Repeat every entry word for word, skipping the pictures.

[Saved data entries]
::::::::::

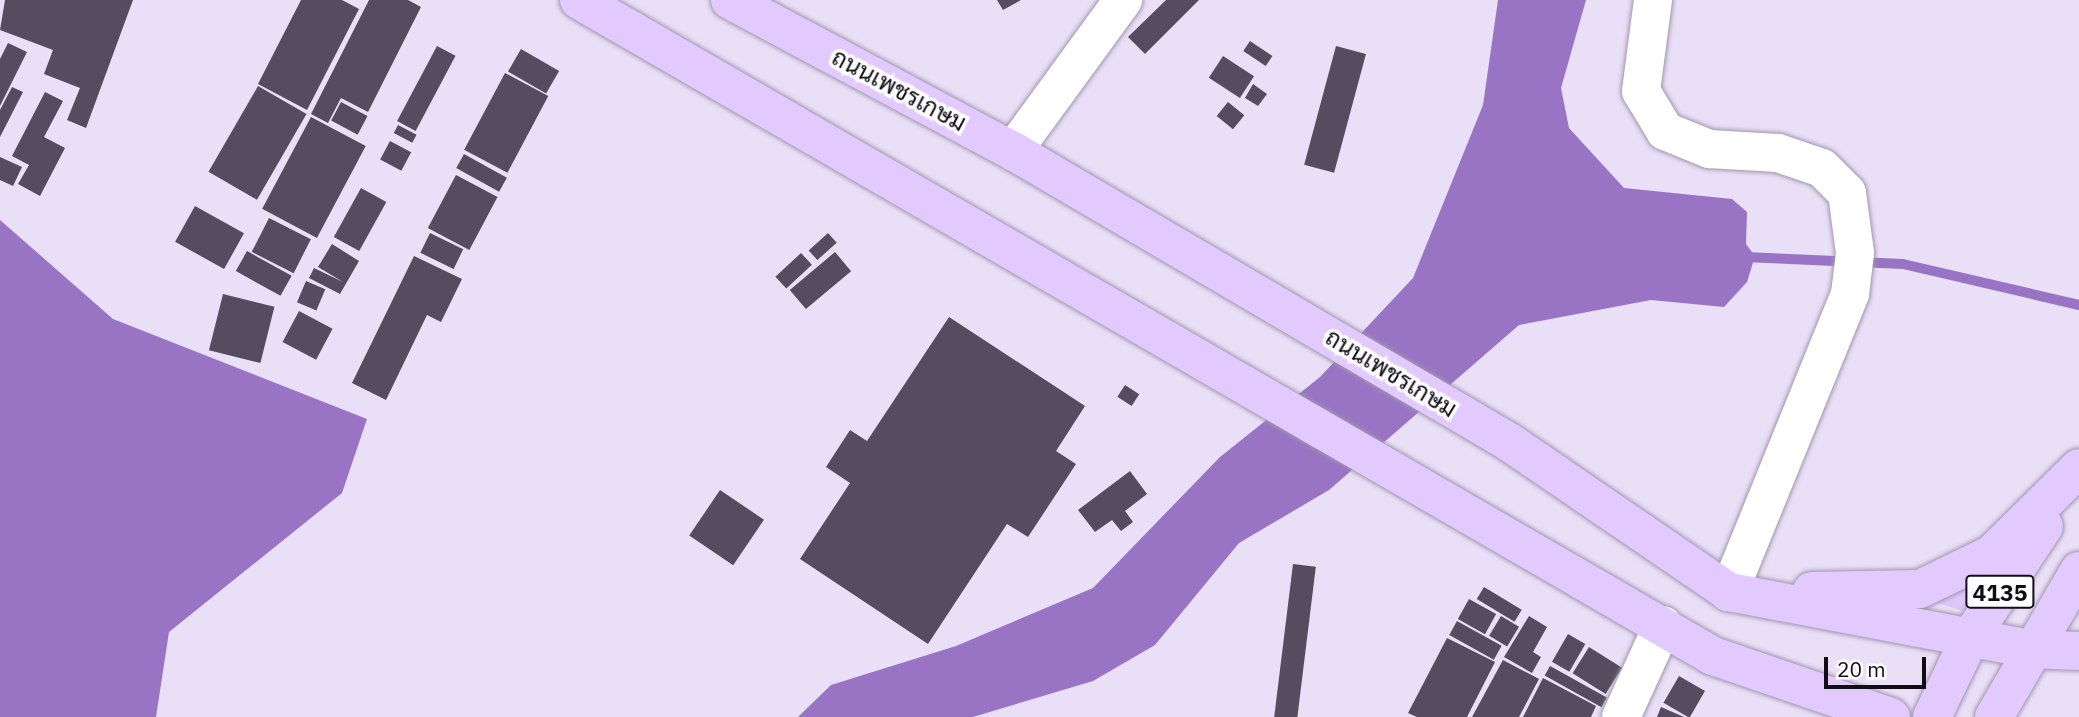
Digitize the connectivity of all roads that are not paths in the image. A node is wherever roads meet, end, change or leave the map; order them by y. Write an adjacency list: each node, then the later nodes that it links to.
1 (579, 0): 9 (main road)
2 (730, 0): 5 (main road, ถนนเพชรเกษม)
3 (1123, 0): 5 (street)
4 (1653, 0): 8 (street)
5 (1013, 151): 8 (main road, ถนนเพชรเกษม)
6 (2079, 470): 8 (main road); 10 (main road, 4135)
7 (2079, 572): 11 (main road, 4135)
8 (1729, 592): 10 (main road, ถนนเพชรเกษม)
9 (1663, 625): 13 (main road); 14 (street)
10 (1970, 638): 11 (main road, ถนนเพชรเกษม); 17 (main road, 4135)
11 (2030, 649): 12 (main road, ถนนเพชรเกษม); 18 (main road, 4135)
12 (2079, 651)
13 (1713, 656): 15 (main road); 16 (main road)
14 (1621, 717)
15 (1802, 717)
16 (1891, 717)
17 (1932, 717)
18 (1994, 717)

::::::::::

YOUR RESPONSE
Digitize the connectivity of all roads that are not paths in the image. A node is wherever roads meet, end, change or leave the map; order them by y. Write an adjacency list: each node, then the later nodes that it links to.
1 (579, 0): 9 (main road)
2 (730, 0): 5 (main road, ถนนเพชรเกษม)
3 (1123, 0): 5 (street)
4 (1653, 0): 8 (street)
5 (1013, 151): 8 (main road, ถนนเพชรเกษม)
6 (2079, 470): 8 (main road); 10 (main road, 4135)
7 (2079, 572): 11 (main road, 4135)
8 (1729, 592): 10 (main road, ถนนเพชรเกษม)
9 (1663, 625): 13 (main road); 14 (street)
10 (1970, 638): 11 (main road, ถนนเพชรเกษม); 17 (main road, 4135)
11 (2030, 649): 12 (main road, ถนนเพชรเกษม); 18 (main road, 4135)
12 (2079, 651)
13 (1713, 656): 15 (main road); 16 (main road)
14 (1621, 717)
15 (1802, 717)
16 (1891, 717)
17 (1932, 717)
18 (1994, 717)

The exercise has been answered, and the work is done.